Determining and validating the content of the next block on the blockchain is a way of maintaining the state (history of actions, transactions, etc.). In this lecture, we will see how the idea of managing state in a decentralized manner is one of the most novel features of Bitcoin, and more generally, blockchains.

Evolution of Software

Software As Tools

Before access to the internet proliferated, software resembled tools rather than services. As Sonal Chokshi and Denis Nazarov of a16z crypto mention in a post about the evolution of open-source software, original tools were useful in a self-contained manner — without needing to interact with other users or pieces of software — and were commonly distributed under a license model. This gave users a strong sense of ownership and control over the software. These tools served distinguished use cases, such as providing digital versions of industrial processing tools.

Open-Source Software

The license-based model of selling software tools resulted in piracy, since code was relatively uncomplicated and easy to reverse-engineer or duplicate. Communities of software-engineers began to create unlicensed, free alternatives to proprietary services, which could be reused and improved by anyone. While these open-source alternatives were often less polished, they appealed to a broader and less constrained use case.

Software-as-a-Service

From an infrastructure perspective, software evolved from individual instances running on computers, to internet-connected services operating on a client-server model. This allowed for scalable computing where an endless number of clients could be connected to dynamically created instances of applications on server infrastructure in the cloud.

Cloud computing involves shared pools of resources that can be rapidly provisioned with little manual oversight. It achieves economies of scale akin to a public utility. This new form of infrastructure enabled companies and organizations to focus on core business instead of spending time and resources on infrastructure management and maintenance, reducing upfront costs. Applications could be spun up faster, meeting unpredictable demand, and charging on a pay-for-use basis.

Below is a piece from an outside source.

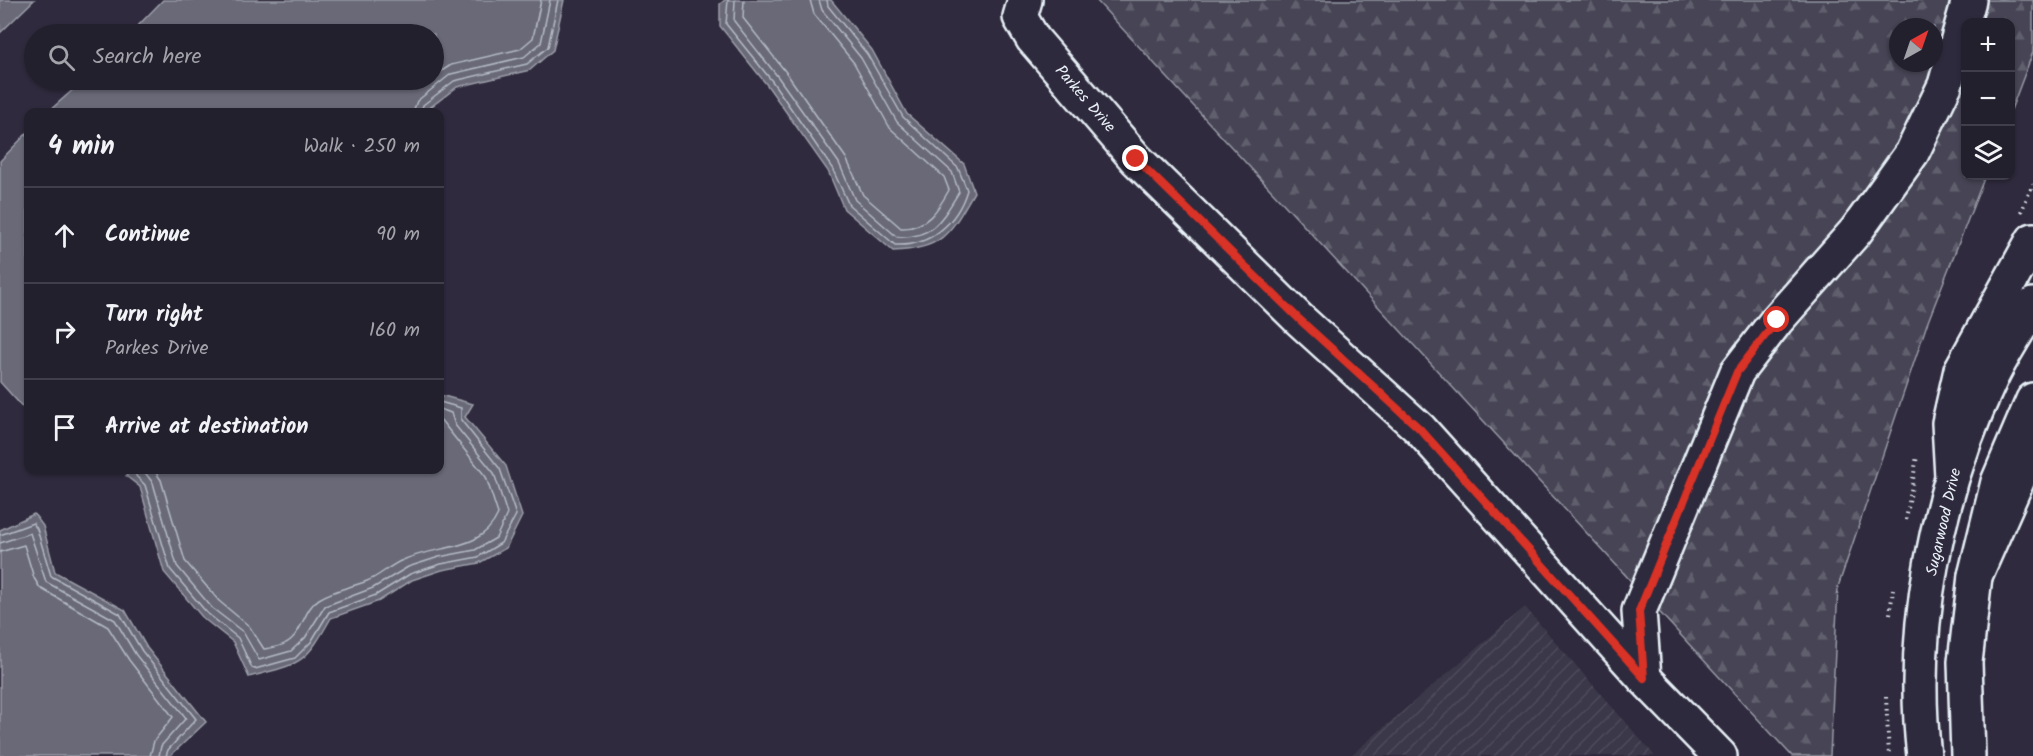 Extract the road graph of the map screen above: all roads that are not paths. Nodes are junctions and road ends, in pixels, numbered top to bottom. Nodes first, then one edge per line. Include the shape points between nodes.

Software as a service (SaaS) is a licensing and delivery model where software is centrally hosted and access is subject to subscription-based pricing. Users need only a web browser to access and use these services, since all of the heavy computing happens on remote servers. These applications plug into cloud computing providers. SaaS has been incorporated into the strategy of nearly all leading enterprise software companies.

Combinatorial Innovation

Software is by nature composable: it is designed from building blocks which can be combined to solve more complex problems and interactions. Thus, it is well-suited for what Nazarov defines as “combinatorial innovation”.

The right conditions must exist for this type of innovation to take place.

This includes a medium of communication for a flow of ideas, a culture of sharing which develops and refines ideas through discourse, and healthy competition providing a powerful incentives to motivate entrepreneurs.

The development of increasingly complex technologies results in modularity, where problems are divided into parts and conquered individually, once there is a critical mass of users. This modularity lends itself to permutations of ideas and strategies for implementation.

For software, the internet is the gold standard of communication technology, and its open and accessible nature results in unparalleled information flow and collaboration. Capitalism as a marketplace for ideas provides a fertile environment for software entrepreneurs, and over four billion potential consumers provide an excellent environment for testing & refining hypotheses about human behavior. Open-source software provides the ideal breeding ground for combinatorial innovation; the culture of sharing is pervasive, since developers build generalizable tools and solutions which can be shared with other developers. Network effects — the increase in the utility of a network as the number of users increases — result in internet services which are autonomous, continuous, and global. Plugging into existing networks provides more value than creating a new one, resulting in consolidation and monopolization (see: Facebook, Google). This is due to the existence of state within these networks and applications.

What is State?

The following two components of software help to explain the shift in software from tools to services: logic (in the form of code), and memory (in the form of state). Tools were functional by nature (input => software => output). The ability to remember was usually limited and restricted to the actions of the singular user. Internet services leveraged advanced state management and network effects to create unparalleled utility, locking users into an ecosystem of applications built atop a history of user behaviors and interactions.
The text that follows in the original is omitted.